## ACTIVITY
Having read the records, set them all down exactly as they appear.

[Collected data]
Segment Open
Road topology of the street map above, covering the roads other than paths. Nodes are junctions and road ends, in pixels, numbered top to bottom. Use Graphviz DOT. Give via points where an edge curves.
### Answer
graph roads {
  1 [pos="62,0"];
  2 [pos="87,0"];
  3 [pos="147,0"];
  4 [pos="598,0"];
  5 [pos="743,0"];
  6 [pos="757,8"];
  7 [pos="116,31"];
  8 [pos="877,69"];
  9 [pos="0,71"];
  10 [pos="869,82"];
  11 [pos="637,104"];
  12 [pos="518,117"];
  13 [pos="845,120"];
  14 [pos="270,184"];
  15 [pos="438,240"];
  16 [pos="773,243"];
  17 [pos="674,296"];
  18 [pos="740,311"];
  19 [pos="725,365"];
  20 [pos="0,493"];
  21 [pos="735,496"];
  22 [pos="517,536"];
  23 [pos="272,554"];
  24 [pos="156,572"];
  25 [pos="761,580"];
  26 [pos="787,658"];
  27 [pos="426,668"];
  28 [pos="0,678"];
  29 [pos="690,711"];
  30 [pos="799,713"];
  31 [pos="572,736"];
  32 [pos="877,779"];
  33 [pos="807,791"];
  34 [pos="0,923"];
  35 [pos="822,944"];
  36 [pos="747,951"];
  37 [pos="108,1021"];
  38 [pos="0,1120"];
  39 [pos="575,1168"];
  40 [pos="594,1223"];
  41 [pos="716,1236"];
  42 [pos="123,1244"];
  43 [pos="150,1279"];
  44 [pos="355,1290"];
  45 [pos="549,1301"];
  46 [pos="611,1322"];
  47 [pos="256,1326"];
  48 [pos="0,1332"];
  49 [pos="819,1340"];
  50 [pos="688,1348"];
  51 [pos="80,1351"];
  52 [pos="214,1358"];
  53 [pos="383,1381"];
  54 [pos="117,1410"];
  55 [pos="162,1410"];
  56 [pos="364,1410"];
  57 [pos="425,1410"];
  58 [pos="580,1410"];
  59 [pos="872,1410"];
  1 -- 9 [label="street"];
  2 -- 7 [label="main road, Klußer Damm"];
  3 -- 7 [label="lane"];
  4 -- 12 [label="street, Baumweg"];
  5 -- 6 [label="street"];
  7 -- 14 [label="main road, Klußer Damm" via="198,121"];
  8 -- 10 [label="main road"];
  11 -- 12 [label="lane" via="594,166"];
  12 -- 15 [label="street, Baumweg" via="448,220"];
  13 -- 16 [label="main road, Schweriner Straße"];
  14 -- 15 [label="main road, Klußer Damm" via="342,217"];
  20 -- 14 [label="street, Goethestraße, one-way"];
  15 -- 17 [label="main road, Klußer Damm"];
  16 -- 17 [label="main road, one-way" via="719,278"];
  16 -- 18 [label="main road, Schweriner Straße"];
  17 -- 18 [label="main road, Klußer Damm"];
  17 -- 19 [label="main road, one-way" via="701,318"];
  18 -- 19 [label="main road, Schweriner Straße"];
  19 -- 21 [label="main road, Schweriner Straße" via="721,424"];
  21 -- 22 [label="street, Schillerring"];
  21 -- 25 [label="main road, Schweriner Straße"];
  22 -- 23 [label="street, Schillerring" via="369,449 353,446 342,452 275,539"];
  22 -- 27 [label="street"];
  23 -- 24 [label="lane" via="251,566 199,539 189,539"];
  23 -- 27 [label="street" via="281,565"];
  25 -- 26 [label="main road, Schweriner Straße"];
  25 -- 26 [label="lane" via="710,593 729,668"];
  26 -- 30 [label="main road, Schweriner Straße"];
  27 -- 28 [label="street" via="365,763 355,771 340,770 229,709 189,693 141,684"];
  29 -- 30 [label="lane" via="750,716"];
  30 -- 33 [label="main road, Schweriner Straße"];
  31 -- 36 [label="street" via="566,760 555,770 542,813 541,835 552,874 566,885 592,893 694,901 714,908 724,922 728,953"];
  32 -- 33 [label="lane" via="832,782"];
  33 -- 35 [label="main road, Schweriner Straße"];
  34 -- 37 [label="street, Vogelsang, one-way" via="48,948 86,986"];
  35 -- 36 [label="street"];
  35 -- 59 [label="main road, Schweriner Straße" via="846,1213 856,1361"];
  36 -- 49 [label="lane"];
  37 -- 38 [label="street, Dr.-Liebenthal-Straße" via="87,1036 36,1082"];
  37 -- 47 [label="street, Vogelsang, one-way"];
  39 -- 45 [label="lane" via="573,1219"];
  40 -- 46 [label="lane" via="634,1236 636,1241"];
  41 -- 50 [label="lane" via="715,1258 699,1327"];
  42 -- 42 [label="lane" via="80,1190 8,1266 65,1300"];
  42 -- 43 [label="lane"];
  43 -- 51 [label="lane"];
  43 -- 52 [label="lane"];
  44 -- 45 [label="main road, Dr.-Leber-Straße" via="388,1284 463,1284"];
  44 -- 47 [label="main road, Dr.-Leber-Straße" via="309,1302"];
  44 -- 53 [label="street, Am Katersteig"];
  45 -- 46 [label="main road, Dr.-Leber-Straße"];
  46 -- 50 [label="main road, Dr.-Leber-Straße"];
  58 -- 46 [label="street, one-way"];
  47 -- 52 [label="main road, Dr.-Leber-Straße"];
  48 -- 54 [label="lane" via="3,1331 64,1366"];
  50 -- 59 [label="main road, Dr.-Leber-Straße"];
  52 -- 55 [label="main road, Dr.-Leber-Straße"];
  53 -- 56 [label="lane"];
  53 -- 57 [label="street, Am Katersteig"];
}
Segment Closed
## EXERCISE OUTPUT
Road topology of the street map above, covering the roads other than paths. Nodes are junctions and road ends, in pixels, numbered top to bottom. Use Graphviz DOT. Give via points where an edge curves.
### Answer
graph roads {
  1 [pos="62,0"];
  2 [pos="87,0"];
  3 [pos="147,0"];
  4 [pos="598,0"];
  5 [pos="743,0"];
  6 [pos="757,8"];
  7 [pos="116,31"];
  8 [pos="877,69"];
  9 [pos="0,71"];
  10 [pos="869,82"];
  11 [pos="637,104"];
  12 [pos="518,117"];
  13 [pos="845,120"];
  14 [pos="270,184"];
  15 [pos="438,240"];
  16 [pos="773,243"];
  17 [pos="674,296"];
  18 [pos="740,311"];
  19 [pos="725,365"];
  20 [pos="0,493"];
  21 [pos="735,496"];
  22 [pos="517,536"];
  23 [pos="272,554"];
  24 [pos="156,572"];
  25 [pos="761,580"];
  26 [pos="787,658"];
  27 [pos="426,668"];
  28 [pos="0,678"];
  29 [pos="690,711"];
  30 [pos="799,713"];
  31 [pos="572,736"];
  32 [pos="877,779"];
  33 [pos="807,791"];
  34 [pos="0,923"];
  35 [pos="822,944"];
  36 [pos="747,951"];
  37 [pos="108,1021"];
  38 [pos="0,1120"];
  39 [pos="575,1168"];
  40 [pos="594,1223"];
  41 [pos="716,1236"];
  42 [pos="123,1244"];
  43 [pos="150,1279"];
  44 [pos="355,1290"];
  45 [pos="549,1301"];
  46 [pos="611,1322"];
  47 [pos="256,1326"];
  48 [pos="0,1332"];
  49 [pos="819,1340"];
  50 [pos="688,1348"];
  51 [pos="80,1351"];
  52 [pos="214,1358"];
  53 [pos="383,1381"];
  54 [pos="117,1410"];
  55 [pos="162,1410"];
  56 [pos="364,1410"];
  57 [pos="425,1410"];
  58 [pos="580,1410"];
  59 [pos="872,1410"];
  1 -- 9 [label="street"];
  2 -- 7 [label="main road, Klußer Damm"];
  3 -- 7 [label="lane"];
  4 -- 12 [label="street, Baumweg"];
  5 -- 6 [label="street"];
  7 -- 14 [label="main road, Klußer Damm" via="198,121"];
  8 -- 10 [label="main road"];
  11 -- 12 [label="lane" via="594,166"];
  12 -- 15 [label="street, Baumweg" via="448,220"];
  13 -- 16 [label="main road, Schweriner Straße"];
  14 -- 15 [label="main road, Klußer Damm" via="342,217"];
  20 -- 14 [label="street, Goethestraße, one-way"];
  15 -- 17 [label="main road, Klußer Damm"];
  16 -- 17 [label="main road, one-way" via="719,278"];
  16 -- 18 [label="main road, Schweriner Straße"];
  17 -- 18 [label="main road, Klußer Damm"];
  17 -- 19 [label="main road, one-way" via="701,318"];
  18 -- 19 [label="main road, Schweriner Straße"];
  19 -- 21 [label="main road, Schweriner Straße" via="721,424"];
  21 -- 22 [label="street, Schillerring"];
  21 -- 25 [label="main road, Schweriner Straße"];
  22 -- 23 [label="street, Schillerring" via="369,449 353,446 342,452 275,539"];
  22 -- 27 [label="street"];
  23 -- 24 [label="lane" via="251,566 199,539 189,539"];
  23 -- 27 [label="street" via="281,565"];
  25 -- 26 [label="main road, Schweriner Straße"];
  25 -- 26 [label="lane" via="710,593 729,668"];
  26 -- 30 [label="main road, Schweriner Straße"];
  27 -- 28 [label="street" via="365,763 355,771 340,770 229,709 189,693 141,684"];
  29 -- 30 [label="lane" via="750,716"];
  30 -- 33 [label="main road, Schweriner Straße"];
  31 -- 36 [label="street" via="566,760 555,770 542,813 541,835 552,874 566,885 592,893 694,901 714,908 724,922 728,953"];
  32 -- 33 [label="lane" via="832,782"];
  33 -- 35 [label="main road, Schweriner Straße"];
  34 -- 37 [label="street, Vogelsang, one-way" via="48,948 86,986"];
  35 -- 36 [label="street"];
  35 -- 59 [label="main road, Schweriner Straße" via="846,1213 856,1361"];
  36 -- 49 [label="lane"];
  37 -- 38 [label="street, Dr.-Liebenthal-Straße" via="87,1036 36,1082"];
  37 -- 47 [label="street, Vogelsang, one-way"];
  39 -- 45 [label="lane" via="573,1219"];
  40 -- 46 [label="lane" via="634,1236 636,1241"];
  41 -- 50 [label="lane" via="715,1258 699,1327"];
  42 -- 42 [label="lane" via="80,1190 8,1266 65,1300"];
  42 -- 43 [label="lane"];
  43 -- 51 [label="lane"];
  43 -- 52 [label="lane"];
  44 -- 45 [label="main road, Dr.-Leber-Straße" via="388,1284 463,1284"];
  44 -- 47 [label="main road, Dr.-Leber-Straße" via="309,1302"];
  44 -- 53 [label="street, Am Katersteig"];
  45 -- 46 [label="main road, Dr.-Leber-Straße"];
  46 -- 50 [label="main road, Dr.-Leber-Straße"];
  58 -- 46 [label="street, one-way"];
  47 -- 52 [label="main road, Dr.-Leber-Straße"];
  48 -- 54 [label="lane" via="3,1331 64,1366"];
  50 -- 59 [label="main road, Dr.-Leber-Straße"];
  52 -- 55 [label="main road, Dr.-Leber-Straße"];
  53 -- 56 [label="lane"];
  53 -- 57 [label="street, Am Katersteig"];
}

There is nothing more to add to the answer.